A take on the security news, week 45

A take on the security news, week 45

Tue 04 November 2014

A take on the security news, week 45 / 2014. I summarize some of the news that I considered noteworthy related to information security this week.

The last three weeks have been to busy to keep updated on the security front, but this week I will try to do make it.

  • Monday

LastPass opensource commandline client

Some of the use cases of this new client involves changing server passwords on a regular basis. This might be useful, and I look forward to get time to play with it.

http://blog.lastpass.com/2014/10/open-sourced-lastpass-command-line.html

Bitlocker Keys May be Stored in OneDrive

http://technet.microsoft.com/en-us/library/dn306081.aspx

Making Facebook more secure by using Tor

Facebook is now offering access to their services through an onion address on the Tor network. The ownership of the onion address is "proven" by the fact that Facebook runs an SSL certificate on top of the service.

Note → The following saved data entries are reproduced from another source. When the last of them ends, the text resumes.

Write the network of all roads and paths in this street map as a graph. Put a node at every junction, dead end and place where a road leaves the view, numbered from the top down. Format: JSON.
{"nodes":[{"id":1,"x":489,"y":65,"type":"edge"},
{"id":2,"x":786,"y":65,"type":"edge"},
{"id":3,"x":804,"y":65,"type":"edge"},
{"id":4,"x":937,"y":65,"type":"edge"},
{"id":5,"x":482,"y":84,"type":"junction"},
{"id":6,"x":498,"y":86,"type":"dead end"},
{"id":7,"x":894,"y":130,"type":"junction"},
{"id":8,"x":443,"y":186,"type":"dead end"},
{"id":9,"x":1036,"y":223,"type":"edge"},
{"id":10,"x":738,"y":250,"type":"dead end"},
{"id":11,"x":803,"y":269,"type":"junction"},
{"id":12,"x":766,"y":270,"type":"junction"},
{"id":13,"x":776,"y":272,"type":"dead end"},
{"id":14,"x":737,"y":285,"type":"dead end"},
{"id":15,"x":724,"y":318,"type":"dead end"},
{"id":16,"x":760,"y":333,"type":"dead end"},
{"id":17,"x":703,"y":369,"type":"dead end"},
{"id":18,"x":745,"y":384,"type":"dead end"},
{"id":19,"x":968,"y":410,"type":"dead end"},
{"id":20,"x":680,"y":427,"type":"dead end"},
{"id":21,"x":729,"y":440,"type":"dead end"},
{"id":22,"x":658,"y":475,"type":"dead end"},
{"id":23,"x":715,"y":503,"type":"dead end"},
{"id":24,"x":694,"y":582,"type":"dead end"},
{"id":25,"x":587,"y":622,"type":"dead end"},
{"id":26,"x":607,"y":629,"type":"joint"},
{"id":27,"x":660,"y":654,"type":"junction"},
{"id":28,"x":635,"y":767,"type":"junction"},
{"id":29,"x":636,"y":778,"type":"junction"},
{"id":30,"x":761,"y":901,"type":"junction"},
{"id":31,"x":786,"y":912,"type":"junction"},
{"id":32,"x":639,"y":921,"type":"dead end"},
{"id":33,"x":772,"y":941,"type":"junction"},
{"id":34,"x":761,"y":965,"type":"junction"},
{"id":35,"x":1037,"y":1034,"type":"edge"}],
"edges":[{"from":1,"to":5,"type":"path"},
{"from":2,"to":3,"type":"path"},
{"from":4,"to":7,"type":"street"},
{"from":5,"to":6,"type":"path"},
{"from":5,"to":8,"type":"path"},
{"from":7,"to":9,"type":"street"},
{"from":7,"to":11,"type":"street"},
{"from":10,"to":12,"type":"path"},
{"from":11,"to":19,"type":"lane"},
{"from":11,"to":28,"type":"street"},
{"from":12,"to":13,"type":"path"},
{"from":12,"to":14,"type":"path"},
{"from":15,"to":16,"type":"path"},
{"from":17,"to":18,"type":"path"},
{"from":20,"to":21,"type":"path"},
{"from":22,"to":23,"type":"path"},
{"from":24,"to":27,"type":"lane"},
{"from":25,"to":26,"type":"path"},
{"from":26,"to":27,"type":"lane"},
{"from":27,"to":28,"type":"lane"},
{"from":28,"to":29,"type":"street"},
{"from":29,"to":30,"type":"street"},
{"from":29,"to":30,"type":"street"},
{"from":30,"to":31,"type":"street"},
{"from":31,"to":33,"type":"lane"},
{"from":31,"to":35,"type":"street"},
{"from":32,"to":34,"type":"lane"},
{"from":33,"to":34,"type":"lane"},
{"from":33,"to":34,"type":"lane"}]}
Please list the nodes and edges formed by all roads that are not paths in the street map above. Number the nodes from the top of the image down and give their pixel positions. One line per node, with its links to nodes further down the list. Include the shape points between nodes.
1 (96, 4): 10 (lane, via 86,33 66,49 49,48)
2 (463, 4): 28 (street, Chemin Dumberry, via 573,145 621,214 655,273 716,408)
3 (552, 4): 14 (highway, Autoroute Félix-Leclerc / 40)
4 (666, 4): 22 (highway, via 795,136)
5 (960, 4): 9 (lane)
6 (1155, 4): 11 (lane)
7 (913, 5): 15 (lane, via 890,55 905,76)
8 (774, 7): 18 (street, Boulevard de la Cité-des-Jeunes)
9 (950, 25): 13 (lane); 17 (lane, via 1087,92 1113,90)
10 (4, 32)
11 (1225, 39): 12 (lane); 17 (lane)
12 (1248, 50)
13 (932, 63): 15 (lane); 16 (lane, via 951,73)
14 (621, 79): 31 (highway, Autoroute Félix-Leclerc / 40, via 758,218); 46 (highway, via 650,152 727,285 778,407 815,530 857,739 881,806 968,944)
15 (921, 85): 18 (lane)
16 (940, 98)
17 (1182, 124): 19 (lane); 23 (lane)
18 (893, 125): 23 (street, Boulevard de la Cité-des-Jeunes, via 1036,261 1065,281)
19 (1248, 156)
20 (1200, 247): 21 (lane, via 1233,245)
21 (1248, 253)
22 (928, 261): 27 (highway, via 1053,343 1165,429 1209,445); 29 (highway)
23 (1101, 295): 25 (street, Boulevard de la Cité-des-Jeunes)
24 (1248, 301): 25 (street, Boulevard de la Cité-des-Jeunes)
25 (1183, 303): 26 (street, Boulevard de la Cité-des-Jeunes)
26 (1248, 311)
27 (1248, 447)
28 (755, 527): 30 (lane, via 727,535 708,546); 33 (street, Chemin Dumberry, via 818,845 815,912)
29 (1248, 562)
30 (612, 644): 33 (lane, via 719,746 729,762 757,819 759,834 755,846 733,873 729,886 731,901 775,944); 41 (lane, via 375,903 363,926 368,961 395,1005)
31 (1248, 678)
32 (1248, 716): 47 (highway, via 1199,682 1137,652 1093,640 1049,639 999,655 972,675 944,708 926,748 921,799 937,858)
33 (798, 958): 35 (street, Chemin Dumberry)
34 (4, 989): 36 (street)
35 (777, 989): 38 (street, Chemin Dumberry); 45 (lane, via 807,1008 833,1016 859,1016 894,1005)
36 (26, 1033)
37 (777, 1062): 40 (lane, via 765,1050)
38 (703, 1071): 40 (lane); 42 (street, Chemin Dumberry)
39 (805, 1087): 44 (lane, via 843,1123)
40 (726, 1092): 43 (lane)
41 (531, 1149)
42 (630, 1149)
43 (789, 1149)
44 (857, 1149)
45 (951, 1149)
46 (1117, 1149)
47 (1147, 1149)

https://www.facebook.com/notes/protect-the-graph/making-connections-to-facebook-more-secure/1526085754298237

  • Tuesday

OpenBSD 5.6 replaces OpenSSL with LibreSSL

This is the first release of OpenBSD after the fork of OpenSSL into LibreSSL.

http://www.openbsd.org/56.html

TextSecure audits concludes with no significant problems

The app claims to provide secure instant message, and its protocol is a part of the Cyanogenmod firmware. The paper provide a complete description of TextSecure's cryptographic protocol and a thorough security analysis of TextSecure.

https://eprint.iacr.org/2014/904.pdf

  • Wednesday

Million of Drupal websites at risk due to SA-CORE-2014-005 SQL Injection

The release of version 7.32 was so critical that Drupal's maintainers state that if you didnt within the first 7 hours! of the release, you should assume that your site is compromised.

The reason of this statement is becuase of the numbers of automated attacks that started just after the patch was released. If your site is already compromised an update will not remove any installed backdoors.

https://www.drupal.org/PSA-2014-003

http://nakedsecurity.sophos.com/2014/10/30/millions-of-drupal-websites-at-risk-from-failure-to-patch/

  • Thursday

Wirelurker malware hits iOS and OS X

Wirelurker monitors any iOS devices that is connected to an infected OS X computer and install malware applications on the device even if it is not jailbroken.

To protect yourself you should:

- Keep your software up to date

- Not jail-break your device

- Not install untrusted software from third-party appstores

You can find more recommendation in the story below

https://www.paloaltonetworks.com/resources/research/unit42-wirelurker-a-new-era-in-ios-and-os-x-malware.html

https://www.paloaltonetworks.com/content/dam/paloaltonetworks-com/en_US/assets/pdf/reports/Unit_42/unit42-wirelurker.pdf

Malicious iframe Injector Found in Adobe Flash File

Finding malware in Flash files is nothing new, but this one is quite the opposite. Here the swf file is not the piece of code that delivers the exploit but the one that generates it.

This is just an example of malware written in ActionScript and hidden inside a .swf. The lesson to take away is that you can use almost every scripting language to create nasty code. The malware itself is nothing special, calls a lot of javascripts and target MSIE users.

http://blog.sucuri.net/2014/11/malicious-injector-in-swf-adobe-flash-file.html

  • Friday

Apple revokes certificate from Wirelurker developer

The cryptographic certificate used by the Wirelurker malware is now revoked by Apple. The control and command server used by the malware is also taken down for now.

Again, the recomendation is: Dont install untrusted software

http://www.theregister.co.uk/2014/11/07/apple_moves_to_kill_off_wirelurker_malware/

EFF secure messaging scorecard

About 40 messaging clients are tested and scored on several security parametes and presented in a nice graphical table layout. The focus in this scorecard is secure and usable crypto.

Its a great piece of work that will benefit and help users find the most secure messaging services.

https://www.eff.org/de/secure-messaging-scorecard

GnuPG 2.1 released

The new version now supports Eliptic Curve Crypto (ECC) but the option is hidden by default due to the fact that there is no other OpenPGP implementation supporting ECC.

PGP-2 support is now removed and old data has to be reencrypted, or you have to keep and old version og GnuPG laying around for decrypting your old data.